Task directions. Where a line below carries the word "Brougham", include it in the count, then give the count alone.

Input.
>>>

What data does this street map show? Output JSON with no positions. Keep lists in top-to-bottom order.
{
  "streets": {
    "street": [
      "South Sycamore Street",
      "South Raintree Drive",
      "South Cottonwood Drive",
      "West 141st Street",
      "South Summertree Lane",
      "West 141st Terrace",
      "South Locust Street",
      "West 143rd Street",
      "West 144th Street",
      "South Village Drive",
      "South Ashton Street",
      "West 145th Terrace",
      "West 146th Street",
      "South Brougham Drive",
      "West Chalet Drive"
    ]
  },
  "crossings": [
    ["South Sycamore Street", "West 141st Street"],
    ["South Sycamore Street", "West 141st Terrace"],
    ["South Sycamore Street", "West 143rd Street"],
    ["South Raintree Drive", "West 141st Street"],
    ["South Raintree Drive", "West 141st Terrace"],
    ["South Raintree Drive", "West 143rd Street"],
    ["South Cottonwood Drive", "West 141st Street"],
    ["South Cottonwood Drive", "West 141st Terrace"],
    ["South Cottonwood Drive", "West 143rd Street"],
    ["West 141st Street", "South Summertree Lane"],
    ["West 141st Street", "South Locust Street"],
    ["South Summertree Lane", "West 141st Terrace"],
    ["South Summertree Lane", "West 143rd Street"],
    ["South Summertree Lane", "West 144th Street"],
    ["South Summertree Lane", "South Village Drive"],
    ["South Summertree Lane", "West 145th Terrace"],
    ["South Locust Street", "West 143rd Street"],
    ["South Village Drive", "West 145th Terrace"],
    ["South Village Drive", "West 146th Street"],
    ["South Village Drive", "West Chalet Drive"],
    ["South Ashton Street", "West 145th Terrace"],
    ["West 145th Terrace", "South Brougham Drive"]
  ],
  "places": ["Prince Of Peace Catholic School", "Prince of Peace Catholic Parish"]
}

<<<

Written solution. 2